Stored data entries
================
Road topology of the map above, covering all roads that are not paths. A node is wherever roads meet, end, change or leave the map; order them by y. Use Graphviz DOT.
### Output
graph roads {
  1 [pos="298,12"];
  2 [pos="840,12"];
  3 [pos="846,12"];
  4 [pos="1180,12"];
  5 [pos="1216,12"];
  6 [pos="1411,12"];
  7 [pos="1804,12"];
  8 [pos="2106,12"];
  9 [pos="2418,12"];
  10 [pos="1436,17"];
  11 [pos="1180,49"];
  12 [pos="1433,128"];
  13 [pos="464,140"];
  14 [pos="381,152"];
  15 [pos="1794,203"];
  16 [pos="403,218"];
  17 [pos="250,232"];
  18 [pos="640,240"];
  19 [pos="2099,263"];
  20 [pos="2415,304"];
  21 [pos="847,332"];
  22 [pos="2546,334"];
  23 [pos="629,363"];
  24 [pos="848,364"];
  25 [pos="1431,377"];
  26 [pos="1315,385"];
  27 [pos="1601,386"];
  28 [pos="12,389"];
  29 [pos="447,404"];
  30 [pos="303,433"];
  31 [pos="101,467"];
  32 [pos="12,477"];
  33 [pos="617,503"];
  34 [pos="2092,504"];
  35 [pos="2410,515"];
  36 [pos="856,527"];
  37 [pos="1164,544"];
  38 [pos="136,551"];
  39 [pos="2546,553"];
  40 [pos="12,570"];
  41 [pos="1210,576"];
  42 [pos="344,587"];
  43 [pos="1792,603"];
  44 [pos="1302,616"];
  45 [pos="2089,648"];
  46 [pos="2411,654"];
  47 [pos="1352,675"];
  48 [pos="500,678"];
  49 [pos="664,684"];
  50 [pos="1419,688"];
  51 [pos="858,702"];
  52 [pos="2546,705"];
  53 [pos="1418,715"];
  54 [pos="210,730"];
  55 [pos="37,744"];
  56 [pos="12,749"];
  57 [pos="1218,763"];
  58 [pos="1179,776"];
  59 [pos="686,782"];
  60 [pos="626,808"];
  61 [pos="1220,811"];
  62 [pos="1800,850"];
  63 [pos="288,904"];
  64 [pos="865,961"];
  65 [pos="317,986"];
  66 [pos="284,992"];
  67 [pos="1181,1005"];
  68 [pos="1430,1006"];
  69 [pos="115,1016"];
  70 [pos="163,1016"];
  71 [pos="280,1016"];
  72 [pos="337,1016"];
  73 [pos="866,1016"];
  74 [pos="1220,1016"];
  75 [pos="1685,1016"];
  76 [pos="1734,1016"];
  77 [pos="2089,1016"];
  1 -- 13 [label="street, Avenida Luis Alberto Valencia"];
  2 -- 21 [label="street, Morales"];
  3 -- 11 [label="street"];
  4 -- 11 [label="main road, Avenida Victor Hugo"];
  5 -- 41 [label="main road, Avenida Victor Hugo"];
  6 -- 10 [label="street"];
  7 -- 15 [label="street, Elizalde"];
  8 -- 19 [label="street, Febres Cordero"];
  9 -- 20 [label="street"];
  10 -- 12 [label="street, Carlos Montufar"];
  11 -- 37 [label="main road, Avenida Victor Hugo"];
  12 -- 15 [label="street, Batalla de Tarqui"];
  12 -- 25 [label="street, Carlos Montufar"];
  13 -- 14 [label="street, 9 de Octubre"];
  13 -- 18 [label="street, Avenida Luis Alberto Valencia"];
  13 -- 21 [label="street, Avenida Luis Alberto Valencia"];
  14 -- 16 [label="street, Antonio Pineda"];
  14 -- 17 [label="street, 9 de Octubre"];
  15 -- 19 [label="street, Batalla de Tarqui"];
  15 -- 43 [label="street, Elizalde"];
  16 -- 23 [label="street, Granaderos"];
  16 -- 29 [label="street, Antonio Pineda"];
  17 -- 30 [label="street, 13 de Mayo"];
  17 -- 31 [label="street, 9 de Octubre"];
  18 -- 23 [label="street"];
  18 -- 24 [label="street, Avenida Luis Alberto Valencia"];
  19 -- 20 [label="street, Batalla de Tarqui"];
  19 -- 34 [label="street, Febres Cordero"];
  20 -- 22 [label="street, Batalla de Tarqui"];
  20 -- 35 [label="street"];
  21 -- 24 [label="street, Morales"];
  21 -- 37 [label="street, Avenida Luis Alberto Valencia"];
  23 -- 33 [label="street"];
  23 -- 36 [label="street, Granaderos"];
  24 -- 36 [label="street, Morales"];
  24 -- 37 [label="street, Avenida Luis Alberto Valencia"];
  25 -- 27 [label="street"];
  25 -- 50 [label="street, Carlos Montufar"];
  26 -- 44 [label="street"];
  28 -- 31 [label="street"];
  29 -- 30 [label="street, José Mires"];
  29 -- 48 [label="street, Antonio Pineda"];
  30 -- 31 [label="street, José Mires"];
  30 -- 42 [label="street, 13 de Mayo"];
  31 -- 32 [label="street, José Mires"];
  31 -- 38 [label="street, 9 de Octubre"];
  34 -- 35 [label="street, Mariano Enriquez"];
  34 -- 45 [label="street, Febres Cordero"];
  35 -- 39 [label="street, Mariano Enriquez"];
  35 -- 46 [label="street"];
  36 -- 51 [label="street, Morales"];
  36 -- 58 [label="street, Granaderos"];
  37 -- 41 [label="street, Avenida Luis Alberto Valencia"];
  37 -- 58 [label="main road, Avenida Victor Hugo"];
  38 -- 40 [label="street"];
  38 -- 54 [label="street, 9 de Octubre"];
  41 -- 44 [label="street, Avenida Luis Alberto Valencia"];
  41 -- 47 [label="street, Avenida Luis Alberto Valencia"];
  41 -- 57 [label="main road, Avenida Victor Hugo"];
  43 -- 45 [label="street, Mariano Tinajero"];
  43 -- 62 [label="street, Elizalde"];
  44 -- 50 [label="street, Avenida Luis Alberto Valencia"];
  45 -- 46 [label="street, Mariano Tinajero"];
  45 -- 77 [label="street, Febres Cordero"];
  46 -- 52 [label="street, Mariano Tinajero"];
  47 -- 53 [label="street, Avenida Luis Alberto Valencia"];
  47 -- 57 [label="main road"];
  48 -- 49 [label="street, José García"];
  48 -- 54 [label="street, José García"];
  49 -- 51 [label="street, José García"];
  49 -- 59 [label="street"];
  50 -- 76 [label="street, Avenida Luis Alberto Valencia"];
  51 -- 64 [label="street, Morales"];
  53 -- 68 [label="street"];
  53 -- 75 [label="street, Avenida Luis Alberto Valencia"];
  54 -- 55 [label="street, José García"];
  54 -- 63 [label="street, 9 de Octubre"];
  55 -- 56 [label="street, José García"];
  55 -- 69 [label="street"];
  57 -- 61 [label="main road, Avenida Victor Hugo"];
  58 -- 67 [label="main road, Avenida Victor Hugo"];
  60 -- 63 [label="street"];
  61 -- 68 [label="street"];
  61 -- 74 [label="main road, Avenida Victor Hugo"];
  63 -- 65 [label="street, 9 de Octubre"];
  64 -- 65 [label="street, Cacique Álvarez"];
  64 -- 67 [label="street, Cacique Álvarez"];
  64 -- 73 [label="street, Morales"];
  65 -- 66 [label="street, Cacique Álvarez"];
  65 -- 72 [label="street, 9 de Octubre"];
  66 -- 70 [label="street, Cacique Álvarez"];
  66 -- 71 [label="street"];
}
================
Returned text must match every record word for word.

**Expected answer**
Road topology of the map above, covering all roads that are not paths. A node is wherever roads meet, end, change or leave the map; order them by y. Use Graphviz DOT.
### Output
graph roads {
  1 [pos="298,12"];
  2 [pos="840,12"];
  3 [pos="846,12"];
  4 [pos="1180,12"];
  5 [pos="1216,12"];
  6 [pos="1411,12"];
  7 [pos="1804,12"];
  8 [pos="2106,12"];
  9 [pos="2418,12"];
  10 [pos="1436,17"];
  11 [pos="1180,49"];
  12 [pos="1433,128"];
  13 [pos="464,140"];
  14 [pos="381,152"];
  15 [pos="1794,203"];
  16 [pos="403,218"];
  17 [pos="250,232"];
  18 [pos="640,240"];
  19 [pos="2099,263"];
  20 [pos="2415,304"];
  21 [pos="847,332"];
  22 [pos="2546,334"];
  23 [pos="629,363"];
  24 [pos="848,364"];
  25 [pos="1431,377"];
  26 [pos="1315,385"];
  27 [pos="1601,386"];
  28 [pos="12,389"];
  29 [pos="447,404"];
  30 [pos="303,433"];
  31 [pos="101,467"];
  32 [pos="12,477"];
  33 [pos="617,503"];
  34 [pos="2092,504"];
  35 [pos="2410,515"];
  36 [pos="856,527"];
  37 [pos="1164,544"];
  38 [pos="136,551"];
  39 [pos="2546,553"];
  40 [pos="12,570"];
  41 [pos="1210,576"];
  42 [pos="344,587"];
  43 [pos="1792,603"];
  44 [pos="1302,616"];
  45 [pos="2089,648"];
  46 [pos="2411,654"];
  47 [pos="1352,675"];
  48 [pos="500,678"];
  49 [pos="664,684"];
  50 [pos="1419,688"];
  51 [pos="858,702"];
  52 [pos="2546,705"];
  53 [pos="1418,715"];
  54 [pos="210,730"];
  55 [pos="37,744"];
  56 [pos="12,749"];
  57 [pos="1218,763"];
  58 [pos="1179,776"];
  59 [pos="686,782"];
  60 [pos="626,808"];
  61 [pos="1220,811"];
  62 [pos="1800,850"];
  63 [pos="288,904"];
  64 [pos="865,961"];
  65 [pos="317,986"];
  66 [pos="284,992"];
  67 [pos="1181,1005"];
  68 [pos="1430,1006"];
  69 [pos="115,1016"];
  70 [pos="163,1016"];
  71 [pos="280,1016"];
  72 [pos="337,1016"];
  73 [pos="866,1016"];
  74 [pos="1220,1016"];
  75 [pos="1685,1016"];
  76 [pos="1734,1016"];
  77 [pos="2089,1016"];
  1 -- 13 [label="street, Avenida Luis Alberto Valencia"];
  2 -- 21 [label="street, Morales"];
  3 -- 11 [label="street"];
  4 -- 11 [label="main road, Avenida Victor Hugo"];
  5 -- 41 [label="main road, Avenida Victor Hugo"];
  6 -- 10 [label="street"];
  7 -- 15 [label="street, Elizalde"];
  8 -- 19 [label="street, Febres Cordero"];
  9 -- 20 [label="street"];
  10 -- 12 [label="street, Carlos Montufar"];
  11 -- 37 [label="main road, Avenida Victor Hugo"];
  12 -- 15 [label="street, Batalla de Tarqui"];
  12 -- 25 [label="street, Carlos Montufar"];
  13 -- 14 [label="street, 9 de Octubre"];
  13 -- 18 [label="street, Avenida Luis Alberto Valencia"];
  13 -- 21 [label="street, Avenida Luis Alberto Valencia"];
  14 -- 16 [label="street, Antonio Pineda"];
  14 -- 17 [label="street, 9 de Octubre"];
  15 -- 19 [label="street, Batalla de Tarqui"];
  15 -- 43 [label="street, Elizalde"];
  16 -- 23 [label="street, Granaderos"];
  16 -- 29 [label="street, Antonio Pineda"];
  17 -- 30 [label="street, 13 de Mayo"];
  17 -- 31 [label="street, 9 de Octubre"];
  18 -- 23 [label="street"];
  18 -- 24 [label="street, Avenida Luis Alberto Valencia"];
  19 -- 20 [label="street, Batalla de Tarqui"];
  19 -- 34 [label="street, Febres Cordero"];
  20 -- 22 [label="street, Batalla de Tarqui"];
  20 -- 35 [label="street"];
  21 -- 24 [label="street, Morales"];
  21 -- 37 [label="street, Avenida Luis Alberto Valencia"];
  23 -- 33 [label="street"];
  23 -- 36 [label="street, Granaderos"];
  24 -- 36 [label="street, Morales"];
  24 -- 37 [label="street, Avenida Luis Alberto Valencia"];
  25 -- 27 [label="street"];
  25 -- 50 [label="street, Carlos Montufar"];
  26 -- 44 [label="street"];
  28 -- 31 [label="street"];
  29 -- 30 [label="street, José Mires"];
  29 -- 48 [label="street, Antonio Pineda"];
  30 -- 31 [label="street, José Mires"];
  30 -- 42 [label="street, 13 de Mayo"];
  31 -- 32 [label="street, José Mires"];
  31 -- 38 [label="street, 9 de Octubre"];
  34 -- 35 [label="street, Mariano Enriquez"];
  34 -- 45 [label="street, Febres Cordero"];
  35 -- 39 [label="street, Mariano Enriquez"];
  35 -- 46 [label="street"];
  36 -- 51 [label="street, Morales"];
  36 -- 58 [label="street, Granaderos"];
  37 -- 41 [label="street, Avenida Luis Alberto Valencia"];
  37 -- 58 [label="main road, Avenida Victor Hugo"];
  38 -- 40 [label="street"];
  38 -- 54 [label="street, 9 de Octubre"];
  41 -- 44 [label="street, Avenida Luis Alberto Valencia"];
  41 -- 47 [label="street, Avenida Luis Alberto Valencia"];
  41 -- 57 [label="main road, Avenida Victor Hugo"];
  43 -- 45 [label="street, Mariano Tinajero"];
  43 -- 62 [label="street, Elizalde"];
  44 -- 50 [label="street, Avenida Luis Alberto Valencia"];
  45 -- 46 [label="street, Mariano Tinajero"];
  45 -- 77 [label="street, Febres Cordero"];
  46 -- 52 [label="street, Mariano Tinajero"];
  47 -- 53 [label="street, Avenida Luis Alberto Valencia"];
  47 -- 57 [label="main road"];
  48 -- 49 [label="street, José García"];
  48 -- 54 [label="street, José García"];
  49 -- 51 [label="street, José García"];
  49 -- 59 [label="street"];
  50 -- 76 [label="street, Avenida Luis Alberto Valencia"];
  51 -- 64 [label="street, Morales"];
  53 -- 68 [label="street"];
  53 -- 75 [label="street, Avenida Luis Alberto Valencia"];
  54 -- 55 [label="street, José García"];
  54 -- 63 [label="street, 9 de Octubre"];
  55 -- 56 [label="street, José García"];
  55 -- 69 [label="street"];
  57 -- 61 [label="main road, Avenida Victor Hugo"];
  58 -- 67 [label="main road, Avenida Victor Hugo"];
  60 -- 63 [label="street"];
  61 -- 68 [label="street"];
  61 -- 74 [label="main road, Avenida Victor Hugo"];
  63 -- 65 [label="street, 9 de Octubre"];
  64 -- 65 [label="street, Cacique Álvarez"];
  64 -- 67 [label="street, Cacique Álvarez"];
  64 -- 73 [label="street, Morales"];
  65 -- 66 [label="street, Cacique Álvarez"];
  65 -- 72 [label="street, 9 de Octubre"];
  66 -- 70 [label="street, Cacique Álvarez"];
  66 -- 71 [label="street"];
}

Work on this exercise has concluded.